Katja Lewina by Lucas Hasselmann

„Sie hat Bock“ von Katja Lewina – Ein Must-Read!

Fast alle mögen Sex, aber während die eine Hälfte der Weltbevölkerung sich für jede neue Eroberung ein High-Five in der Sportumkleide abholen kann, wird die andere Hälfte als Schlampe bezeichnet, wenn sie sich ausleben möchte. In ihrem Buch „Sie hat Bock“ nimmt Katja Lewina die Leser*innen mit auf eine Reise durch Schlafzimmer und Frauenarztpraxen und stellt klar: auch Frauen haben Bock auf Sex und daran ist rein gar nichts auszusetzen. Sie schreibt ehrlich, trocken und ziemlich witzig und bewegt sich mit ihrem Buch irgendwo zwischen Aufklärungslektüre und Biographie, denn veranschaulicht wird das Ganze mit Episoden aus ihrem eigenen Leben. Die Autorin erzählt von ersten Malen, erlebten Ungerechtigkeiten und davon, wie sie selbst die Erwartungen der Gesellschaft ablegt und so ihr Privat- und ihr Sexleben um Längen verbessert.

Freie Liebe – Katja Lewina macht es vor und lebt mit ihrem Mann in einer offenen Beziehung. Das bedeutet: Sex mit anderen ist erlaubt und gilt nicht als Fremdgehen, solange es kommuniziert wird. Lewina sieht darin keine Gefahr für ihre Beziehung, sondern eine Verbesserung, denn ohne sich gegenseitig zu beschränken, erhält sie sich ihre Freiheit. Und dabei geht es gar nicht immer nur um Sex, sondern darum eine Beziehung ohne Zäune zu führen. Natürlich steckt auch viel Arbeit in so einem Arrangement. Da muss geredet werden ohne Ende und es führt auch zu komischen Situationen, beispielsweise wenn Ehemann und Liebhaber sich nachts auf dem Flur begegnen. Trotzdem sind sie und ihr Ehemann davon überzeugt, denn so nah wie jetzt hätten sie sich früher nie gefühlt. Dafür muss Lewina sich von Fotze bis Nutte so ziemlich alles anhören, was kleingeistige Internettrolls an Beleidigungen zu bieten haben und das obwohl ihr Ehemann die gleichen Freiheiten genießt. Liebe Doppelmoral, bitte verpiss dich!
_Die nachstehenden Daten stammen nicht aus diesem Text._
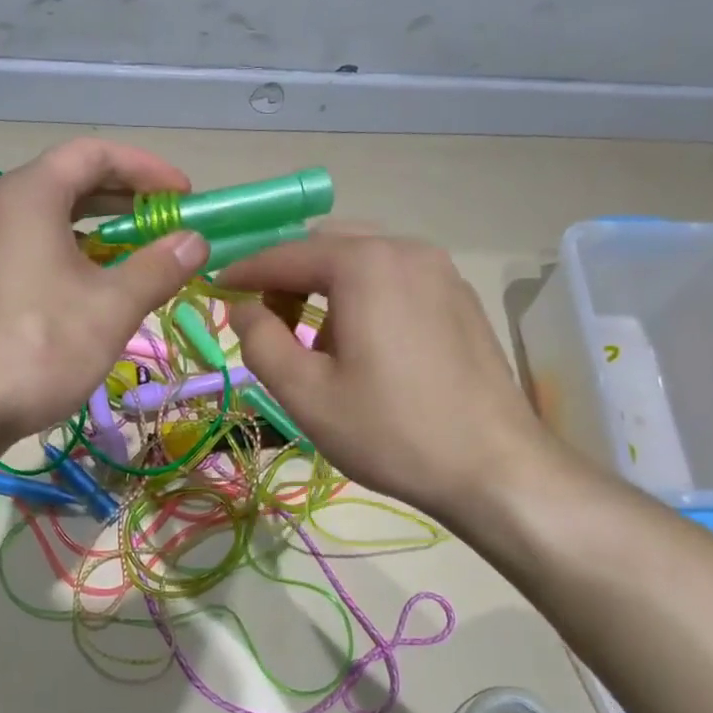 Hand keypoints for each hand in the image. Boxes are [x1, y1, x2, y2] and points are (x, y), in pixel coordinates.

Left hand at [0, 139, 209, 445]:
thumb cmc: (39, 347)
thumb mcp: (112, 307)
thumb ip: (158, 267)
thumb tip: (194, 241)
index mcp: (28, 196)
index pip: (93, 154)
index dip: (146, 169)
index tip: (184, 197)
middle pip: (69, 183)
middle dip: (125, 201)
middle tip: (168, 226)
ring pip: (49, 221)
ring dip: (100, 232)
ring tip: (139, 259)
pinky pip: (30, 251)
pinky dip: (70, 257)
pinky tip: (94, 292)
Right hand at [222, 233, 563, 524]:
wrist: (494, 467)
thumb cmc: (390, 431)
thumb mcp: (305, 393)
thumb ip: (260, 341)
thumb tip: (244, 308)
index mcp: (365, 264)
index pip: (286, 253)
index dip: (245, 271)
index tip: (217, 291)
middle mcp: (406, 249)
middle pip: (327, 245)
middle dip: (288, 276)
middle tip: (267, 321)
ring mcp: (441, 270)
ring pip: (364, 259)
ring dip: (326, 287)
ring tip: (314, 341)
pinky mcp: (459, 297)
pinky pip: (395, 278)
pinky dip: (363, 295)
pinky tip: (362, 344)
Doch selbst Leute, die sich ohne stumpfe Beleidigungen artikulieren können, sind oft wenig begeistert. Da ist zum Beispiel der Taxifahrer Hamid, der Lewina eines Nachts nach Hause fährt. Der geht seiner Frau lieber fremd, als zu kommunizieren was er eigentlich will. Schade eigentlich, aber er kann sich einfach nicht vorstellen, dass seine Frau sich gerne genauso ausprobieren würde, wie seine Mitfahrerin: „Sie würde es nicht verstehen. Sie ist nicht wie du“, sagt er und meint damit, dass Frauen einfach weniger Lust auf Sex haben. Eine weit verbreitete Einschätzung, die der Autorin ganz schön auf die Nerven geht oder um es mit ihren Worten zu sagen:

„Überraschung! Frauen wollen auch ficken.“

Um das zu beweisen, plaudert sie nicht nur aus dem Nähkästchen, sondern zitiert auch diverse Studien, die das gängige Verständnis von Lust und Sexualität mal ebenso auf den Kopf stellen. Denn die Idee, dass Frauen möglichst keusch leben sollen ist eine, die erst mit dem Konzept des Besitzes entstand. Teilten unsere Vorfahren vor 10.000 Jahren noch ihre Nahrung und ihre Körper mit allen anderen, die sich abends am Lagerfeuer einfanden, so änderten sich die Spielregeln, als die Menschen sesshaft wurden, schreibt Lewina. Der Vater wollte schließlich sicher sein, dass es auch wirklich sein eigenes Kind war, das später einmal den Hof erbte. Die Selbstbestimmung der Frau und damit auch ihr Anrecht auf sexuelle Abenteuer, musste männlichem Geltungsbedürfnis weichen. Frauen, die gerne Sex haben, als Schlampen zu beschimpfen, ist also Teil des Rattenschwanzes, den das Patriarchat hinter sich herzieht.